Old Stalwarts - but still good
Snarkmarket
Quirky off the beaten path readings. They self describe as “it’s a long-running conversation about media, journalism, technology, cities, culture, design, books, music, movies, the future and the past”
Marginal Revolution
“Small steps toward a much better world.” — Economics? Weird ideas? Awesome links for sure.
O’Reilly Radar
All these years still has good stuff. Especially ‘Four Short Links’ a daily list by Nat.
kottke.org
yep, still good.
Waxy.org
Baio chose to put the creator of Community in the keynote position of his conference. I would read his blog for the reason alone, but there are many more.
kung fu grippe
While you wait for another 43 Folders blog post this is his other jam.
Art & Design
The New Aesthetic
The world is changing because of digital technology. This blog tracks some of the aesthetic effects digital has on the real world.
Art F City
I like reading about the art market this blog feeds that.
Wooster Collective
Street art coverage.
Siiimple - Minimalist CSS Gallery
Siiimple is a collection of the best minimalist css designs on the whole internet machine. Don’t believe me, have a look for yourself…
Jeffrey Zeldman Presents The Daily Report
Zeldman has a huge effect on CSS, HTML, and Design. Through his blog, and his conferences.
Jorge Quinteros
I don’t subscribe to many photo blogs, but this one is great. I really appreciate that he highlights so many other photographers too. He has also embraced the digital photography movement.
ScriptShadow
“Screenwriting and Screenplay reviews” — This one blog is actually effecting the script market in Hollywood. I just like his reviews of scripts. Sometimes he will do a review of a movie where he also reviewed the script and will focus on how well he thought it was made into a movie.
John August
“A ton of useful information about screenwriting from screenwriter John August” — Yea, he is actually a screenwriter. He has also helped create a Markdown variant called Fountain for screenwriters.
Subtraction.com
Previously head online designer at NY Times, then creator of Mixel, is now blogging again.
Workflow & Geekery
And now it’s all this
Academic/research oriented information gathering workflows. Highly detailed look at research tools.
Macdrifter
One of the more wonkish blogs when it comes to workflows and the mac.
Bridging the Nerd Gap
Dude literally wrote the book on evernote.
Shawn Blanc
Covers the techno/mac nerd beat better then most.

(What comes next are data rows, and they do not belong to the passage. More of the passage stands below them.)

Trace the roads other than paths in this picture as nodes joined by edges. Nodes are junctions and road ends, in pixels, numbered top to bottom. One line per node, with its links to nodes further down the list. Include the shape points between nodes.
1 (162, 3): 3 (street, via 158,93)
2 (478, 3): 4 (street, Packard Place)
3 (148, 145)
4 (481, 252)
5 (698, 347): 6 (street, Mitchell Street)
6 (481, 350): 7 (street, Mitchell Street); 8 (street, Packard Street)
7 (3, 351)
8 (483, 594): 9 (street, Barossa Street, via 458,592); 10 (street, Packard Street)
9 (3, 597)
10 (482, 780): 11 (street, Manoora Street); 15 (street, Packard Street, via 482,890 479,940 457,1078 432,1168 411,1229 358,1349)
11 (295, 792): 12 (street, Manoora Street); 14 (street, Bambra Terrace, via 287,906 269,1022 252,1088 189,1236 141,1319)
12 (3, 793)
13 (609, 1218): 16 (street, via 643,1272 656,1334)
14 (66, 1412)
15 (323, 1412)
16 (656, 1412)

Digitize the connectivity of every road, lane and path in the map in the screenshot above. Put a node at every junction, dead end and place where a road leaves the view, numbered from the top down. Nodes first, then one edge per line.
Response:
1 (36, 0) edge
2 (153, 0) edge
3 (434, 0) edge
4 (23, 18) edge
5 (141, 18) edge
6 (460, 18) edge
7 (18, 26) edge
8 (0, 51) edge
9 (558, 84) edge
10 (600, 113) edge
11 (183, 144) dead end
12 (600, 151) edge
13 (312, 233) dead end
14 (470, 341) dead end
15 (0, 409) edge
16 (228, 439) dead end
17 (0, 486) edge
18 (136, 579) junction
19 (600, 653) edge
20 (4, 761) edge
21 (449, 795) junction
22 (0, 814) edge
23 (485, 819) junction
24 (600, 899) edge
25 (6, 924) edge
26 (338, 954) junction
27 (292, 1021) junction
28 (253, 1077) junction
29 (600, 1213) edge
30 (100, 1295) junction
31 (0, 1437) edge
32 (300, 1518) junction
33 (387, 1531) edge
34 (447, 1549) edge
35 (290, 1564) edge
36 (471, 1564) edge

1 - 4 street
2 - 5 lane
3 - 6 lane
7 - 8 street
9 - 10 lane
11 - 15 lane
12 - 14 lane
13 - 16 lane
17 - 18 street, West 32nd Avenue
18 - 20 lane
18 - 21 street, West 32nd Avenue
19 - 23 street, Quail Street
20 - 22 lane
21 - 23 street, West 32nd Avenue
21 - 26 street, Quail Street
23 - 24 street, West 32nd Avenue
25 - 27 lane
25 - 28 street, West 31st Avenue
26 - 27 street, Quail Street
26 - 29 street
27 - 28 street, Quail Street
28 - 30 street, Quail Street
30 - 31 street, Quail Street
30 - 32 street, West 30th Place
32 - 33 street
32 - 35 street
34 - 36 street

I Don’t Know — I just like them
Tor.com
From Tor the Sci-Fi publishers comes their blog which covers way more then books.
Brian S Hall
There always has to be a guy in the room yelling at everyone else telling them how stupid they are. It keeps everyone honest.
Global Guerrillas
Watchdog. Always on the outlook for what cool technology today could be tomorrows privacy intrusion, or even tomorrows weapon.
Khymos
Dedicated to molecular gastronomy — New food tech: check.
clusterflock
As far as I can tell clusterflock is a loose collective of people brought together through the Internet to tell stories of the Internet. Very hard to describe, but a fountain of win.
The Dan Plan
A random guy testing the 10,000 hours theory with golf. A multi year project and he is keeping a blog through it all.
Brent Simmons — inessential.com
Creator of NetNewsWire writes about many things. RSS and Blogs are just one aspect, but my favorite.